Trademark Appeal Case
普通名称「弁当」の品質誤認
本データベースは、特許庁の審決例をAIで解析・要約したものです。拒絶理由通知に対する意見書作成や、審判請求書等の作成時の参考としてお役立てください。
基本情報
| 審判番号 | 平成11年審判第14790号 |
|---|---|
| 審判種別 | 不服 |
| 結論 | 敗訴(請求棄却) |
理由テキスト
1 本願商標
本願商標は、「とれたて弁当」の文字を横書きしてなり、願書記載のとおりの商品を指定商品として、平成6年4月14日に登録出願、その後、指定商品については、原審における同7年1月31日付け手続補正書をもって、第29類「煮魚,焼き魚,ひじき煮その他の加工水産物,豆,野菜いため,つけ物,たけのこ煮,だいこん煮,さやいんげん煮,なす煮その他の加工野菜,卵,玉子焼,シチュー又はスープのもと,油揚げ,凍り豆腐煮,こんにゃく,豆乳,豆腐,納豆」に補正されたものである。
2 原査定の拒絶の理由
原査定は、「本願商標は、構成後部に『弁当』の文字を有してなるものであるから、これを煮魚、焼き魚をはじめとするいわゆる惣菜、おかずあるいは豆、卵、こんにゃく、豆腐、納豆等を含む指定商品に使用するときはあたかも弁当の類であるかのように商品の品質について誤認を生ずるおそれがある。したがって、本願商標は、商標法第4条第1項第16号に該当する。」として、本願を拒絶したものである。
3 当審の判断
本願商標は、「とれたて弁当」の文字よりなるものであるところ、構成中の「弁当」の文字は、「外出先で食事をするため、器物に入れて携える食品」(広辞苑 岩波書店)を意味するばかりでなく、商標法における商品の指定のための分類表「商標法施行規則 第6条別表」においても「べんとう」(第30類)として掲載されているように、商品の普通名称を表しているものというべきである。

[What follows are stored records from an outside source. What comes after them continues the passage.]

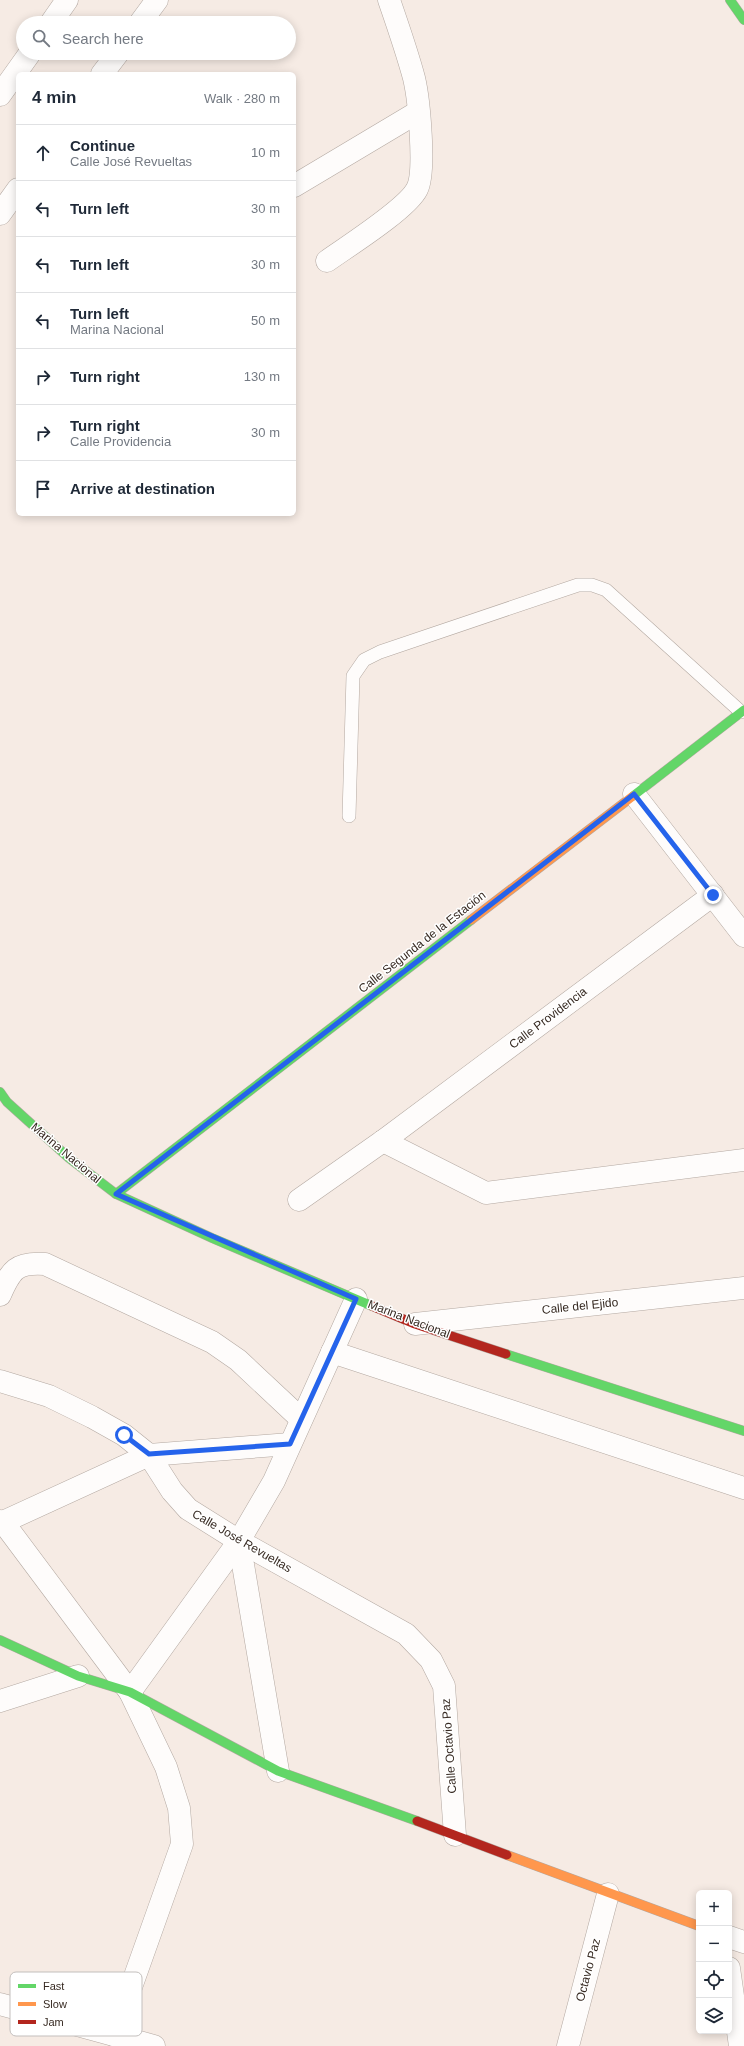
<!DOCTYPE html>
<html lang="en">
<head>
<meta charset="utf-8">
<style>
	body { margin:0; font-family:Arial,sans-serif; background:#f2f2f3; color:#1f2937 }
	.controls { position:absolute; right:12px; bottom:12px; display:grid; overflow:hidden; border-radius:6px; box-shadow:0 2px 10px #0003 }
	.controls button { width:36px; height:36px; display:grid; place-items:center; padding:0; border:0; border-bottom:1px solid #e0e1e3; background:#fff; color:#1f2937; font:20px sans-serif }
	.stop { position:absolute; width:12px; height:12px; margin:-9px; border:3px solid #2563eb; border-radius:50%; background:#fff }
	.stop.end { background:#2563eb; border-color:#fff; box-shadow:0 1px 4px #0008 }
	.list { margin:0; padding:0; list-style:none }
	h2 { display:flex; justify-content:space-between; align-items:center; height:52px; margin:0; padding:0 16px; font-size:17px }
	h2 small { font-size:13px; font-weight:400; color:#747a83 }
	.list li { display:grid; grid-template-columns:26px 1fr auto; gap:12px; align-items:center; box-sizing:border-box; height:56px; padding:0 16px; border-top:1px solid #e0e1e3 }
	.list b { display:block; font-size:15px; white-space:nowrap }
	.list p { margin:0; font-size:13px; white-space:nowrap; color:#747a83 }
	.list em { font-size:13px; font-style:normal; color:#747a83 }
	.icon { flex:none; width:22px; height:22px; fill:none; stroke:currentColor; stroke-width:2; stroke-linecap:round; stroke-linejoin:round }
	.map { position:relative; flex:none; width:744px; height:2046px; overflow:hidden }
	.search { position:absolute; background:#fff; box-shadow:0 2px 10px #0003; left:16px; top:16px; width:280px; height:44px; display:flex; align-items:center; gap:10px; box-sizing:border-box; padding:0 14px; border-radius:22px; color:#747a83; font-size:15px }
	.panel { position:absolute; background:#fff; box-shadow:0 2px 10px #0003; left:16px; top:72px; width:280px; height:444px; border-radius:6px }
	.map>svg:first-child { display:block }
	.lines { fill:none; stroke-linecap:round; stroke-linejoin:round }
	.lane-casing { stroke:#b3a8a1; stroke-width:14 }
	.street-casing { stroke:#b3a8a1; stroke-width:23 }
	.fast-casing { stroke:#b3a8a1; stroke-width:10 }
	.slow-casing { stroke:#b3a8a1; stroke-width:10 }
	.jam-casing { stroke:#b3a8a1; stroke-width:10 }
	.lane { stroke:#fefcfb; stroke-width:13 }
	.street { stroke:#fefcfb; stroke-width:22 }
	.fast { stroke:#63d668; stroke-width:9 }
	.slow { stroke:#ff974d; stroke-width:9 }
	.jam { stroke:#b3261e; stroke-width:9 }
	.route { stroke:#2563eb; stroke-width:5 }
	.labels { text-anchor:middle; stroke-width:3; stroke-linejoin:round; paint-order:stroke }
	.street-label { font-size:12px; fill:#372a22; stroke:#fff }
	.key { fill:#fff; stroke:#c3bfbd; stroke-width:1 }
	.key-label { font-size:11px; fill:#372a22 }
</style>
</head>
<body>
<div class="map">
<svg width="744" height="2046" viewBox="0 0 744 2046">
	<rect width="100%" height="100%" fill="#f6ebe4"/>
	<g class="lines">
		<defs>
			<path id="lane" d="M 349,816 L 353,676 L 364,660 L 380,652 L 578,585 L 592,585 L 606,590 L 741,712"/>
			<g id="street">
				<path d="M 51,23 L 67,0"/>
				<path d="M 140,23 L 157,0"/>
				<path d="M 102,74 L 118,53"/>
				<path d="M 0,95 L 30,53"/>
				<path d="M 294,186 L 418,112"/>
				<path d="M 0,214 L 18,189"/>
				<path d="M 327,261 C 348,246 407,209 417,189 C 426,172 419,99 414,78 C 407,52 398,26 389,0"/>
				<path d="M 634,794 L 744,936"/>
				<path d="M 383,1141 L 486,1193 L 744,1160"/>
				<path d="M 299,1200 L 383,1141 L 713,895"/>
				<path d="M 0,1295 C 11,1270 16,1262 45,1264 L 212,1342 L 238,1360 L 301,1419"/>
				<path d="M 415,1324 L 744,1288"/>
				<path d="M 332,1352 L 744,1488"/>
				<path d="M 0,1381 L 49,1396 L 92,1417 L 124,1435 L 149,1455 L 172,1491 L 188,1509 L 239,1541 L 406,1634 L 431,1660 L 444,1686 L 455,1835"/>
				<path d="M 0,1521 L 3,1522 L 130,1692 L 166,1767 L 179,1808 L 182,1844 L 114,2035"/>
				<path d="M 3,1522 L 149,1455 L 290,1444"/>
				<path d="M 239,1541 L 278,1771"/>
				<path d="M 130,1692 L 239,1541 L 274,1481 L 356,1299"/>
				<path d="M 0,1701 L 78,1676"/>
				<path d="M 729,1937 L 744,1942"/>
				<path d="M 729,1968 L 740,2046"/>
				<path d="M 0,2004 L 154,2046"/>
				<path d="M 568,2046 L 608,1894"/>
			</g>
			<g id="fast">
				<path d="M 730,0 L 744,20"/>
				<path d="M 633,796 L 744,710"/>
				<path d="M 0,1092 L 7,1102 L 69,1158 L 116,1194 L 212,1238 L 372,1306"/>
				<path d="M 116,1194 L 471,920"/>
				<path d="M 506,1354 L 744,1431"/>
				<path d="M 0,1640 L 78,1676 L 130,1692 L 278,1771 L 417,1821"/>
			</g>
			<g id="slow">
				<path d="M 471,920 L 633,796"/>
				<path d="M 507,1855 L 699,1926"/>
			</g>
			<g id="jam">
				<path d="M 372,1306 L 415,1324 L 506,1354"/>
				<path d="M 417,1821 L 507,1855"/>
			</g>
		</defs>
		<use href="#lane" class="lane-casing"/>
		<use href="#street" class="street-casing"/>
		<use href="#fast" class="fast-casing"/>
		<use href="#slow" class="slow-casing"/>
		<use href="#jam" class="jam-casing"/>
		<use href="#lane" class="lane"/>
		<use href="#street" class="street"/>
		<use href="#fast" class="fast"/>
		<use href="#slow" class="slow"/>
		<use href="#jam" class="jam"/>
	</g>
	<g class="lines">
		<path class="route" d="M 124,1435 L 149,1454 L 290,1444 L 356,1299 L 116,1194 L 634,794 L 713,895"/>
	</g>
	<g class="labels">
		<g class="street-label">
			<text transform="translate(422 942) rotate(-38)" y="4">Calle Segunda de la Estación</text>
			<text transform="translate(548 1018) rotate(-37)" y="4">Calle Providencia</text>
			<text transform="translate(66 1153) rotate(40)" y="4">Marina Nacional</text>
			<text transform="translate(580 1306) rotate(-6)" y="4">Calle del Ejido</text>
			<text transform="translate(409 1319) rotate(21)" y="4">Marina Nacional</text>
			<text transform="translate(242 1541) rotate(30)" y="4">Calle José Revueltas</text>
			<text transform="translate(449 1746) rotate(-94)" y="4">Calle Octavio Paz</text>
			<text transform="translate(588 1970) rotate(-75)" y="4">Octavio Paz</text>
		</g>
	</g>
	<rect x="10" y="1972" width="132" height="64" rx="6" class="key"/>
	<rect x="18" y="1984" width="18" height="4" fill="#63d668"/>
	<rect x="18" y="2002" width="18" height="4" fill="#ff974d"/>
	<rect x="18" y="2020" width="18" height="4" fill="#b3261e"/>
	<g class="key-label">
		<text x="43" y="1990">Fast</text>
		<text x="43" y="2008">Slow</text>
		<text x="43" y="2026">Jam</text>
	</g>
</svg>
<div class="controls">
<button>+</button>
<button>−</button>
<button><svg class="icon" aria-label="locate" viewBox="0 0 24 24"><circle cx="12" cy="12" r="6"/><path d="M12 2v4M12 18v4M2 12h4M18 12h4"/></svg></button>
<button><svg class="icon" aria-label="layers" viewBox="0 0 24 24"><path d="M12 4l9 5-9 5-9-5zM3 14l9 5 9-5"/></svg></button>
</div>
<div class="stop" style="left:124px;top:1435px"></div>
<div class="stop end" style="left:713px;top:895px"></div>
<div class="search"><svg class="icon" aria-label="search" viewBox="0 0 24 24"><circle cx="10" cy="10" r="6"/><path d="M15 15l6 6"/></svg>Search here</div>
<section class="panel">
<h2>4 min<small>Walk · 280 m</small></h2>
<ul class="list">
<li><svg class="icon" aria-label="ahead" viewBox="0 0 24 24"><path d="M12 20V5M6 11l6-6 6 6"/></svg><div><b>Continue</b><p>Calle José Revueltas</p></div><em>10 m</em></li>
<li><svg class="icon" aria-label="left" viewBox="0 0 24 24"><path d="M17 20v-9H6M10 6l-5 5 5 5"/></svg><div><b>Turn left</b></div><em>30 m</em></li>
<li><svg class="icon" aria-label="left" viewBox="0 0 24 24"><path d="M17 20v-9H6M10 6l-5 5 5 5"/></svg><div><b>Turn left</b></div><em>30 m</em></li>
<li><svg class="icon" aria-label="left" viewBox="0 0 24 24"><path d="M17 20v-9H6M10 6l-5 5 5 5"/></svg><div><b>Turn left</b><p>Marina Nacional</p></div><em>50 m</em></li>
<li><svg class="icon" aria-label="right" viewBox="0 0 24 24"><path d="M7 20v-9h11M14 6l5 5-5 5"/></svg><div><b>Turn right</b></div><em>130 m</em></li>
<li><svg class="icon" aria-label="right" viewBox="0 0 24 24"><path d="M7 20v-9h11M14 6l5 5-5 5"/></svg><div><b>Turn right</b><p>Calle Providencia</p></div><em>30 m</em></li>
<li><svg class="icon" aria-label="arrive" viewBox="0 0 24 24"><path d="M6 21V4h12l-3 4 3 4H6"/></svg><div><b>Arrive at destination</b></div></li>
</ul>
</section>
</div>
</body>
</html>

そして、該商品は、特に「弁当屋」のみならず、今日では、スーパーマーケット、コンビニエンスストア等の食品売場において、一般的に扱われている商品であって、本願指定商品中の「煮魚,焼き魚,ひじき煮その他の加工水産物,野菜いため,つけ物,たけのこ煮,だいこん煮,さやいんげん煮,なす煮その他の加工野菜,玉子焼,凍り豆腐煮」等とは、原材料、用途、販売場所等を同じくするものである。
してみれば、本願商標をその指定商品中の上記商品について使用したときは、あたかも、商品「べんとう」であるかのごとく、需要者をして、商品の品質について誤認を生じさせるおそれがあるものといわざるを得ない。
したがって、本願商標は、商標法第4条第1項第16号に該当するものというべきであり、これを理由として本願を拒絶した原査定は、妥当であって、取り消すべきでない。
なお、請求人は、請求書において、商標法第3条第1項第3号云々と述べているが、原査定は、同法第4条第1項第16号に該当する(平成11年3月26日付け拒絶理由通知書)ものとして、拒絶査定されたものである。
よって、結論のとおり審決する。